# Data under study:
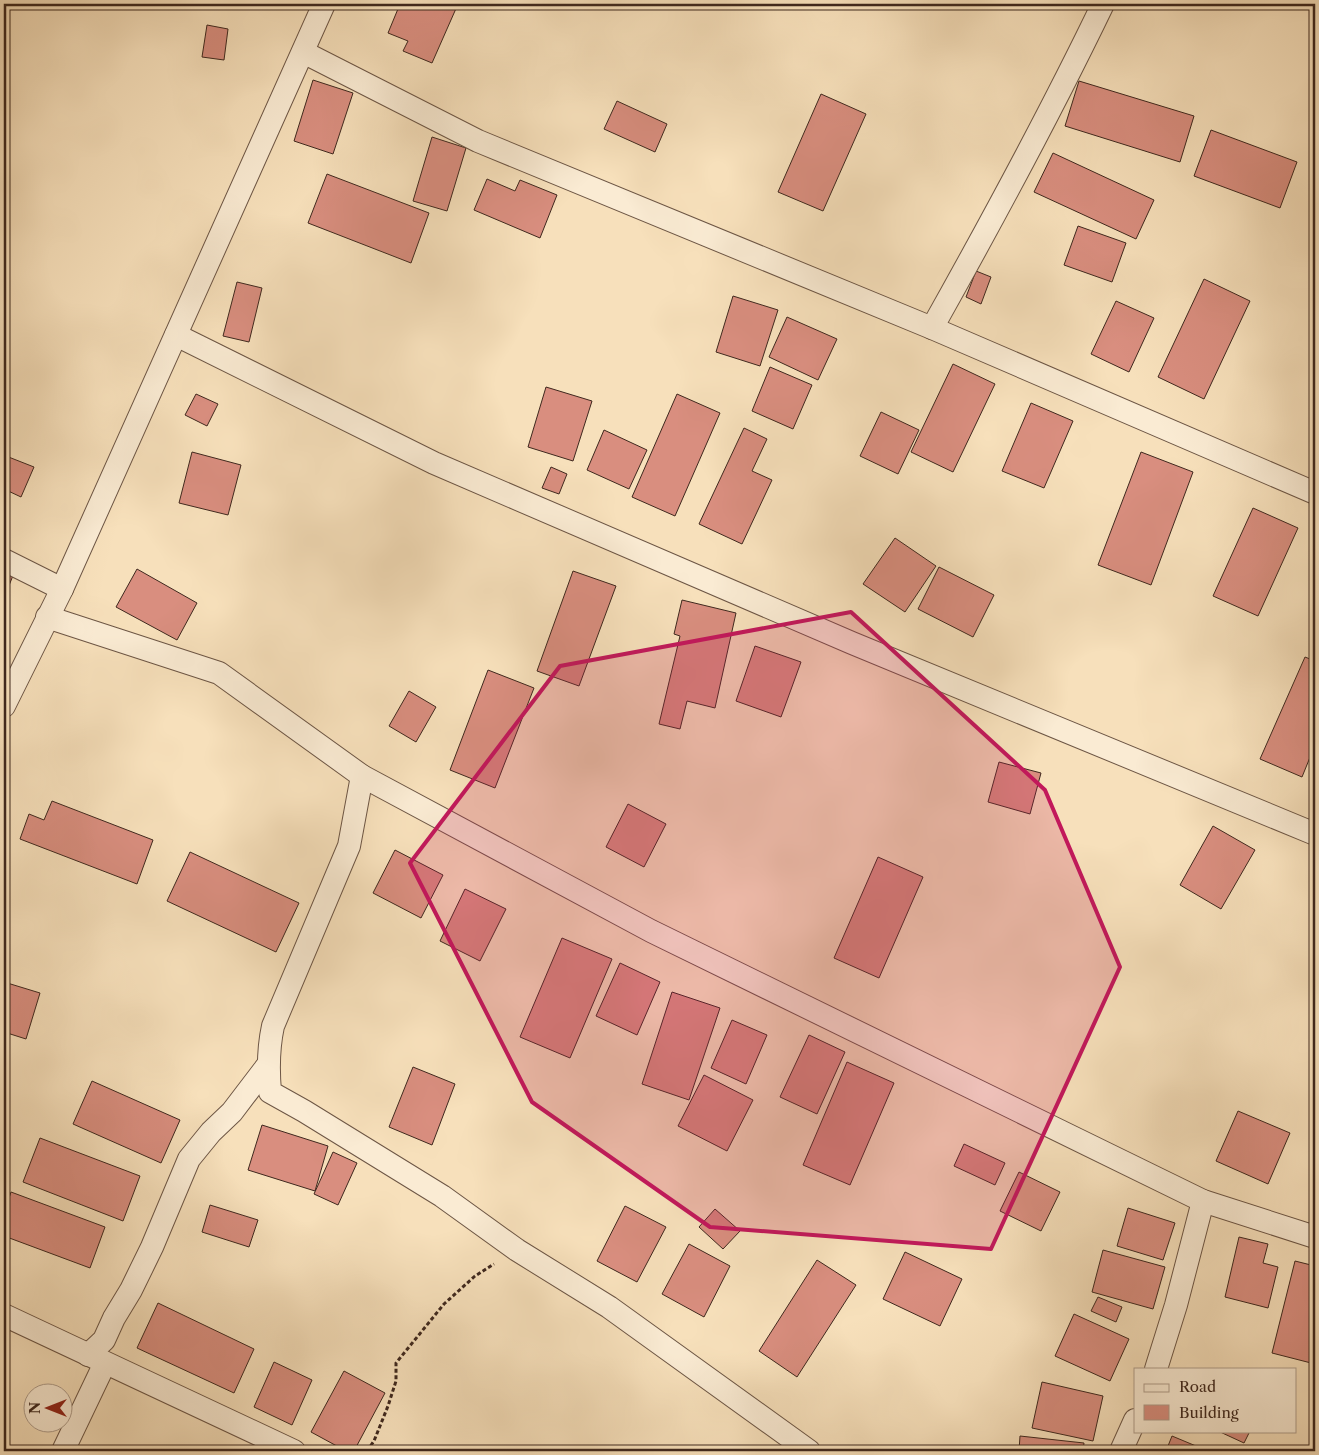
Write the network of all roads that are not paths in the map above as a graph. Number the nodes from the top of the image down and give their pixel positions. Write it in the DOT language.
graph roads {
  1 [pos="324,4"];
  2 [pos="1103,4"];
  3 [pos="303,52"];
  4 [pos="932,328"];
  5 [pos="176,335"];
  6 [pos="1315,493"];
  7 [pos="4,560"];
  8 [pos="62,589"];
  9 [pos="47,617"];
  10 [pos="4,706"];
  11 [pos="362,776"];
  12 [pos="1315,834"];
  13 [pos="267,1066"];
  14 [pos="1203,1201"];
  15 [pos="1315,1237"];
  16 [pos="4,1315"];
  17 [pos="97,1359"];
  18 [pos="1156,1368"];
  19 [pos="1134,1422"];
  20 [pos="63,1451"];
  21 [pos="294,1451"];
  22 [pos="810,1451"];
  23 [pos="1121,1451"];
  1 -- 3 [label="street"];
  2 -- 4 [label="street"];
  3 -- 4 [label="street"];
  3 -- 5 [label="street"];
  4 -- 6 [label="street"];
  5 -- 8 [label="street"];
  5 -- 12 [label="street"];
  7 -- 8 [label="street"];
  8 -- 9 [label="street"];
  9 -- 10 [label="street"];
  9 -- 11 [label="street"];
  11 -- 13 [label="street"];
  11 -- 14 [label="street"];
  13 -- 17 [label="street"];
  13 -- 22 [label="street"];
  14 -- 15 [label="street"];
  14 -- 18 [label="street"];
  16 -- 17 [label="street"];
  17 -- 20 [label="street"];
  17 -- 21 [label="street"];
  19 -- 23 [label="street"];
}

* * *

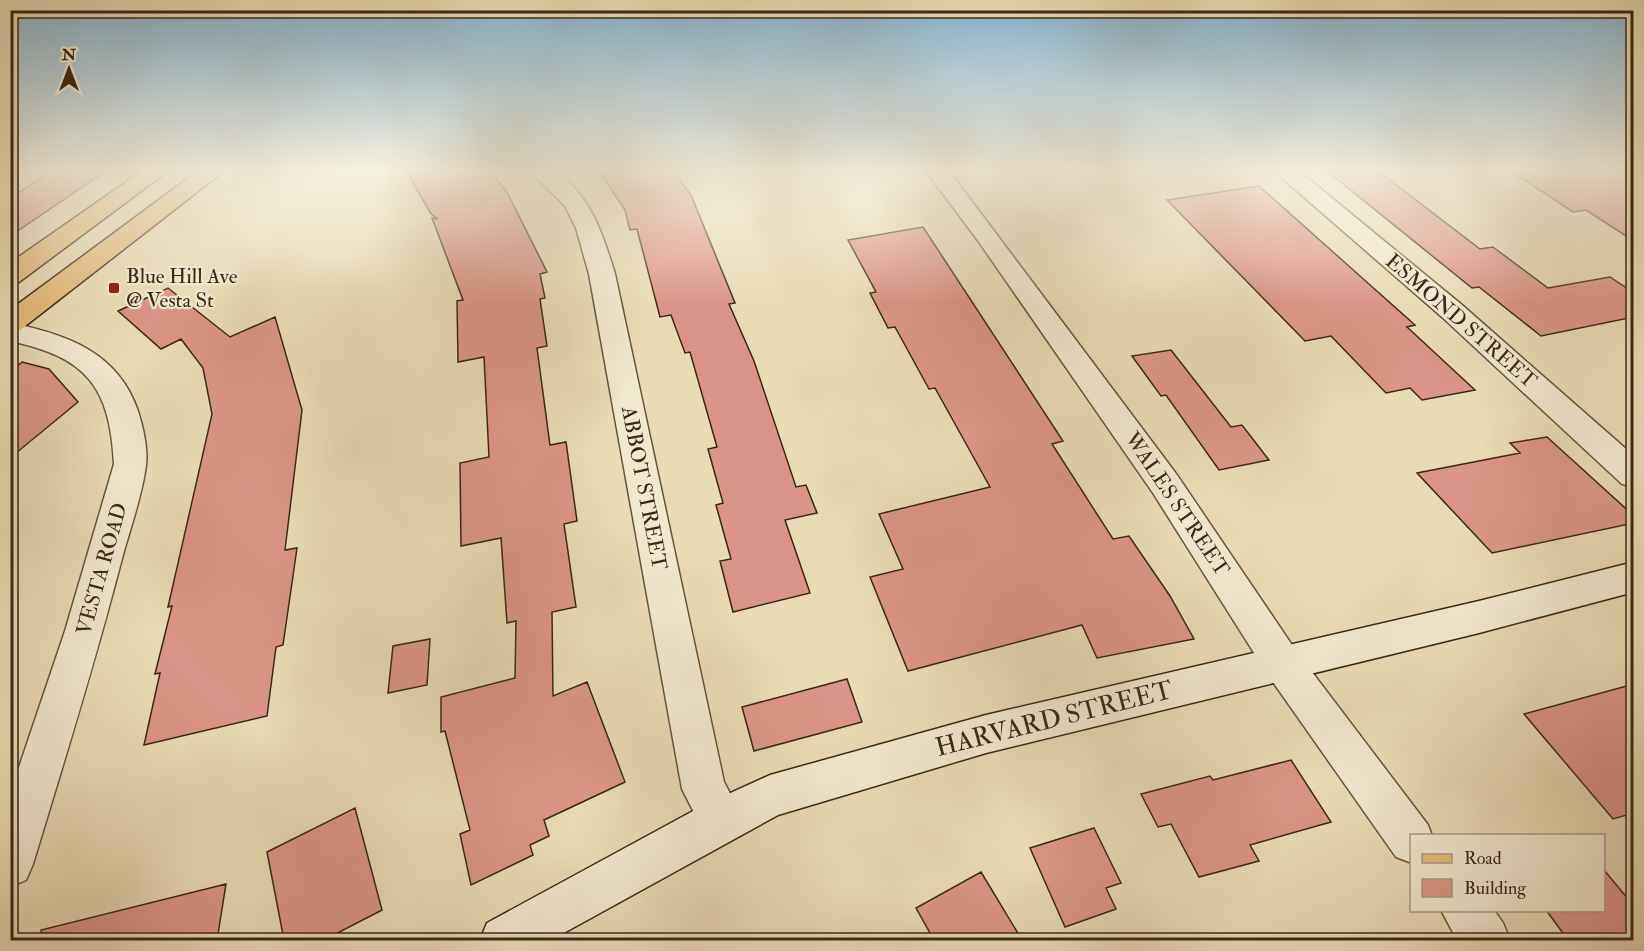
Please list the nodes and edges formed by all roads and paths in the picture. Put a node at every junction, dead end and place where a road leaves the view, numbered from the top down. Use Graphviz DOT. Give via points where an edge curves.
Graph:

==

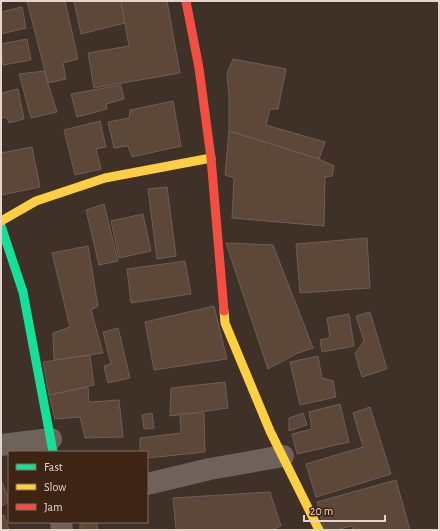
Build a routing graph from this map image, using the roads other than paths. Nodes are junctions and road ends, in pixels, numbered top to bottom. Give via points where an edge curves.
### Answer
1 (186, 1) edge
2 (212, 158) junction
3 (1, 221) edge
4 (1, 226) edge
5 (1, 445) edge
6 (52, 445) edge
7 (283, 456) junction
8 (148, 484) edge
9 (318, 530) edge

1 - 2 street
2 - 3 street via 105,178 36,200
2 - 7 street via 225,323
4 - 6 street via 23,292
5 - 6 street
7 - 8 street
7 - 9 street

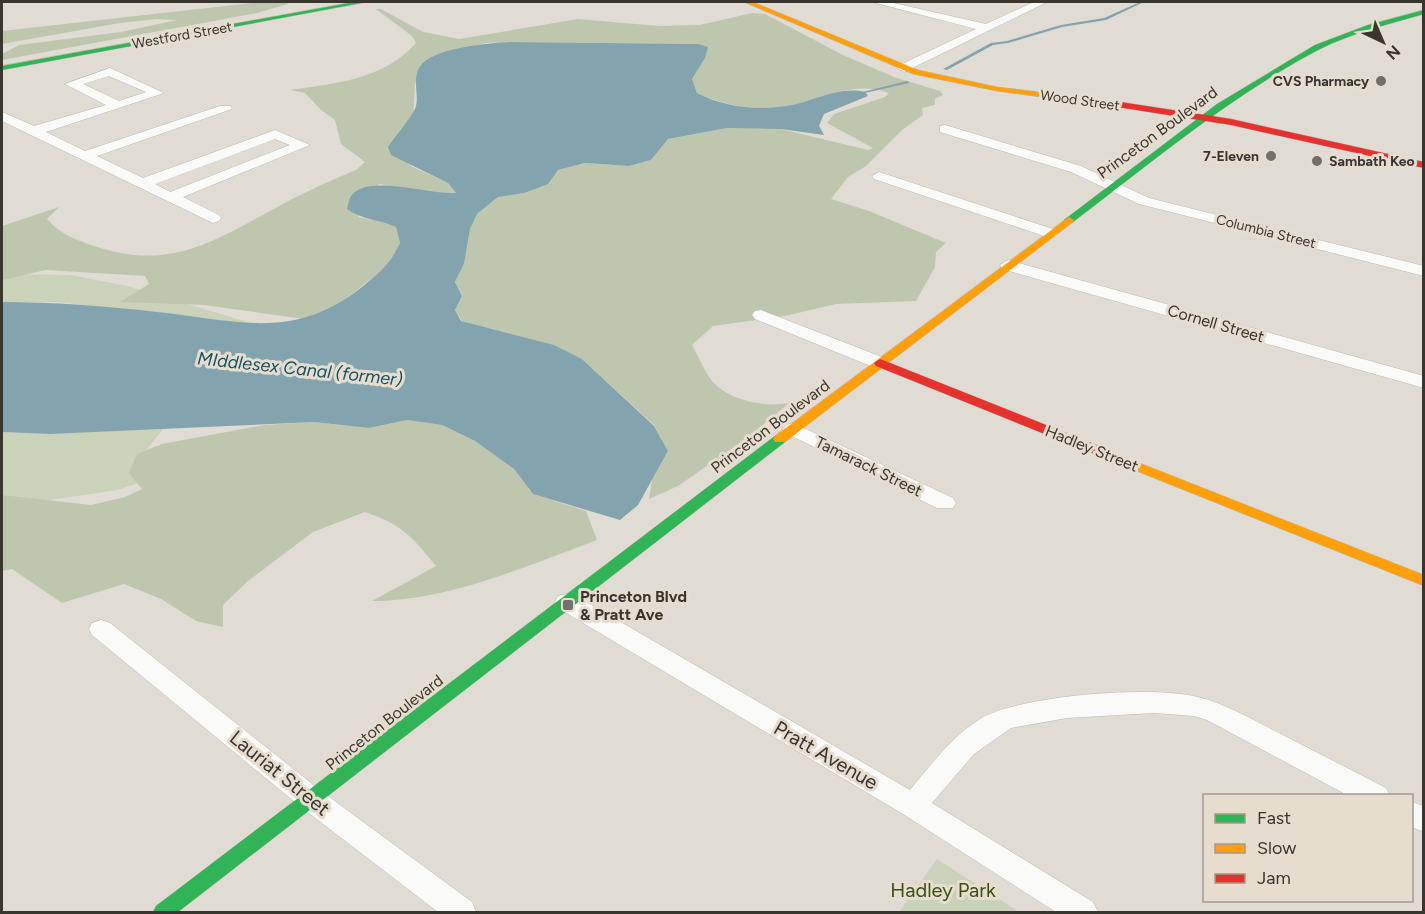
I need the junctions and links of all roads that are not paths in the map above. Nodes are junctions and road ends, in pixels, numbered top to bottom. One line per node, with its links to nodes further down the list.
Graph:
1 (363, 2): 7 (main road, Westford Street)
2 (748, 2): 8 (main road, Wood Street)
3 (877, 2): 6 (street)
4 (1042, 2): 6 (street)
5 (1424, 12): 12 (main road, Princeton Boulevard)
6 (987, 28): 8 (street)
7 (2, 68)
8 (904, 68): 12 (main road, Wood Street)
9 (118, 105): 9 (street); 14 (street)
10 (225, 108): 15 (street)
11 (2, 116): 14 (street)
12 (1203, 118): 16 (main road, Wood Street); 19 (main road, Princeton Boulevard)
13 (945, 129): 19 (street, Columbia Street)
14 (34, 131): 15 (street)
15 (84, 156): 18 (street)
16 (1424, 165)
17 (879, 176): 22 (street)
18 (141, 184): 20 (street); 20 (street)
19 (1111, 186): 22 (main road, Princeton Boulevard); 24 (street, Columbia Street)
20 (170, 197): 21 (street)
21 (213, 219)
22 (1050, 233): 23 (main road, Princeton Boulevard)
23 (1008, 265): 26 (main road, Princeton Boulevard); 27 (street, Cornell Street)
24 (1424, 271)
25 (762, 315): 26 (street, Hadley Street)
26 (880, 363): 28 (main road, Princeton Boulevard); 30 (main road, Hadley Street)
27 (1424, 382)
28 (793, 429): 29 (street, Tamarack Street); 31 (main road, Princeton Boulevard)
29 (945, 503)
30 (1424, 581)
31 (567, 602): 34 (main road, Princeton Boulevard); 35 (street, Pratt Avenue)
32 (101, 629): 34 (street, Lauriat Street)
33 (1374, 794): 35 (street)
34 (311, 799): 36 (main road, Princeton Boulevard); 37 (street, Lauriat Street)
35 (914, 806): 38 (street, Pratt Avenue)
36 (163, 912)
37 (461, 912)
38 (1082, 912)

# Aim of the exercise:
Go line by line through the records and copy those that contain the word "curves".

# Result of this exercise:
Please list the nodes and edges formed by all roads and paths in the picture. Put a node at every junction, dead end and place where a road leaves the view, numbered from the top down. Use Graphviz DOT. Give via points where an edge curves.
Build a routing graph from this map image, using the roads other than paths. Nodes are junctions and road ends, in pixels, numbered top to bottom. Give via points where an edge curves.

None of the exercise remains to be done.